The extraordinary writings of Phillis Wheatley, a slave girl turned published poet
In 1761, a young girl arrived in Boston on a slave ship, sold to the Wheatley family, and given the name Phillis Wheatley. Struck by Phillis' extraordinary precociousness, the Wheatleys provided her with an education that was unusual for a woman of the time and astonishing for a slave. After studying English and classical literature, geography, the Bible, and Latin, Phillis published her first poem in 1767 at the age of 14, winning much public attention and considerable fame. When Boston publishers who doubted its authenticity rejected an initial collection of her poetry, Wheatley sailed to London in 1773 and found a publisher there for Poems on Various Subjects, Religious and Moral.
This volume collects both Wheatley's letters and her poetry: hymns, elegies, translations, philosophical poems, tales, and epyllions—including a poignant plea to the Earl of Dartmouth urging freedom for America and comparing the country's condition to her own. With her contemplative elegies and her use of the poetic imagination to escape an unsatisfactory world, Wheatley anticipated the Romantic Movement of the following century. The appendices to this edition include poems of Wheatley's contemporary African-American poets: Lucy Terry, Jupiter Harmon, and Francis Williams.
For more than seventy years, Penguin has been the leading publisher of classic literature in the English-speaking world.

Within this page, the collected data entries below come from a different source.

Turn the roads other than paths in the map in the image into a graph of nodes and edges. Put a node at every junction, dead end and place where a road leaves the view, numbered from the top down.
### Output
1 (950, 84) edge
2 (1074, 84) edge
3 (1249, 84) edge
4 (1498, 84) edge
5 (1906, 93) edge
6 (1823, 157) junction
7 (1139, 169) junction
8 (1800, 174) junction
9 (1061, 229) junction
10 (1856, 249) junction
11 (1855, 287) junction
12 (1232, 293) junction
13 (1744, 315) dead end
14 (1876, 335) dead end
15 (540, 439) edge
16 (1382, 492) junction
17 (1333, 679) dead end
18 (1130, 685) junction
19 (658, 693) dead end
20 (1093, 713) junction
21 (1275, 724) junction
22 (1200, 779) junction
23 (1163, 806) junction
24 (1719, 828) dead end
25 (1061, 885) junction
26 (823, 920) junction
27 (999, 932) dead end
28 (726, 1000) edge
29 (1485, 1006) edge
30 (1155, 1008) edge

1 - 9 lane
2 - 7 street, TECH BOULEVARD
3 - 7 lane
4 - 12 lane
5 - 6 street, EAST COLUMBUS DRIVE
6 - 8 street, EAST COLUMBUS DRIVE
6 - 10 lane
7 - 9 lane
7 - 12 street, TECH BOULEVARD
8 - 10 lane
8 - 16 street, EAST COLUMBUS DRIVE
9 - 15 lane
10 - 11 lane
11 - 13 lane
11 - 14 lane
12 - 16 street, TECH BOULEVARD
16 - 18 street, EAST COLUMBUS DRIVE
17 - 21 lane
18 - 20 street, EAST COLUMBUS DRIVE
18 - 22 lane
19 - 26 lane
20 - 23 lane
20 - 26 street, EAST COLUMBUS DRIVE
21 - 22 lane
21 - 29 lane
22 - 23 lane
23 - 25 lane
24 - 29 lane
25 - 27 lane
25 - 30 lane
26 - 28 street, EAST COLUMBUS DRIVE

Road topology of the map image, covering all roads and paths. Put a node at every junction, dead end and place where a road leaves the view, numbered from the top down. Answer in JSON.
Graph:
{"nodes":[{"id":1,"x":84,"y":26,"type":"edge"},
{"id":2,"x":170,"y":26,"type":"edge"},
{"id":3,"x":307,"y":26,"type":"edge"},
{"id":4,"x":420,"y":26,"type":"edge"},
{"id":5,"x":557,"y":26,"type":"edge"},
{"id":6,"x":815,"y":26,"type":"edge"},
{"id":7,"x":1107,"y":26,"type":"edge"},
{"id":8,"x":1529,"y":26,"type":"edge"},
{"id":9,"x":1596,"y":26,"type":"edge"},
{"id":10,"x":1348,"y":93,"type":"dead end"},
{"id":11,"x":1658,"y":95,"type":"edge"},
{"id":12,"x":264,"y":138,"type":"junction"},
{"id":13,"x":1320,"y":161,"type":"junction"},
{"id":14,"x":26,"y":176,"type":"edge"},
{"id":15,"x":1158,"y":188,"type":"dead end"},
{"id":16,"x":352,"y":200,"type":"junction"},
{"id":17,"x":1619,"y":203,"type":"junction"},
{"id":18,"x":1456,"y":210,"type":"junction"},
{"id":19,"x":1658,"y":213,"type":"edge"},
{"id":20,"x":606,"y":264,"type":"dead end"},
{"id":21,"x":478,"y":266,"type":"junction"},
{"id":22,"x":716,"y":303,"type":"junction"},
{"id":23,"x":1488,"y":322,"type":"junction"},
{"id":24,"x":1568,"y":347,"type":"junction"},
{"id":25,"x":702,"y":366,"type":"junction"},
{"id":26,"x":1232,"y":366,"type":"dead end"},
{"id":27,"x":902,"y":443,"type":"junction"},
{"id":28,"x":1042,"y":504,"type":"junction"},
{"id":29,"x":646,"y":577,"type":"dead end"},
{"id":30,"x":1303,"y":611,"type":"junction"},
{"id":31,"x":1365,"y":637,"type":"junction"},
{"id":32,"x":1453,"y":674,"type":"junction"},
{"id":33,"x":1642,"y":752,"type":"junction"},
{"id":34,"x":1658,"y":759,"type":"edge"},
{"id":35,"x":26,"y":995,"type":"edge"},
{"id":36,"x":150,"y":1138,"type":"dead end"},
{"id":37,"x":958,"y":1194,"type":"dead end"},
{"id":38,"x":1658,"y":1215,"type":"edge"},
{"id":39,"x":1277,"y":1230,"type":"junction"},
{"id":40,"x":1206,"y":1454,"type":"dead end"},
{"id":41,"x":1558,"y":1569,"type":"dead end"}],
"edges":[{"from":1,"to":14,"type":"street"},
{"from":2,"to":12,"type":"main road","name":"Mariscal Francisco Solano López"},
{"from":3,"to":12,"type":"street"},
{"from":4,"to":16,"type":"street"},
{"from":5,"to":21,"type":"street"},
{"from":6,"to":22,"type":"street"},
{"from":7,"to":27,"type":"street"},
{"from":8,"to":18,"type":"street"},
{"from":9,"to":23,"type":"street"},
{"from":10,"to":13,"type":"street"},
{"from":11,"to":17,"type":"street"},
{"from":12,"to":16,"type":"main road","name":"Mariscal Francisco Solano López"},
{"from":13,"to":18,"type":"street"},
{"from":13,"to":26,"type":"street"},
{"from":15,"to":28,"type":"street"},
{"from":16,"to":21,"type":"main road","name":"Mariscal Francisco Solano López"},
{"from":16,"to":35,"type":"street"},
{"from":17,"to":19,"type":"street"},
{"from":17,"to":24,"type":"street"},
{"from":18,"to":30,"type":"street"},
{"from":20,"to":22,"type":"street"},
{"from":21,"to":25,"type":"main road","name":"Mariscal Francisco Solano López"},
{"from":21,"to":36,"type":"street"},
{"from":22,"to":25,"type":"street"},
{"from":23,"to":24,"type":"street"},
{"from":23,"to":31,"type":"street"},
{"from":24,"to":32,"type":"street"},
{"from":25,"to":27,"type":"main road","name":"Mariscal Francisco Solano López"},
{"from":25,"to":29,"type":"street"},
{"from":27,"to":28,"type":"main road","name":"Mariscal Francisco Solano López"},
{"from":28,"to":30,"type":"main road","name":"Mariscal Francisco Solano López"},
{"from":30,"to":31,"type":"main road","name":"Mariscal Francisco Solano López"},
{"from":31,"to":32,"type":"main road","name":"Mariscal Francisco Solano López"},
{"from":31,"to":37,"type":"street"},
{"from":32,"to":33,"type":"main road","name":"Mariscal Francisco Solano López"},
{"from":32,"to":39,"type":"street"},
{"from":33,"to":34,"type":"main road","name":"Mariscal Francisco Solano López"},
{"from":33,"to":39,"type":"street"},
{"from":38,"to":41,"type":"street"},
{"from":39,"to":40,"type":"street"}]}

With more than 1,700 titles, Penguin Classics represents a global bookshelf of the best works throughout history and across genres and disciplines. Readers trust the series to provide authoritative texts enhanced by introductions and notes by distinguished scholars and contemporary authors, as well as up-to-date translations by award-winning translators.
By: Phillis Wheatley, Vincent Carretta (Introduction)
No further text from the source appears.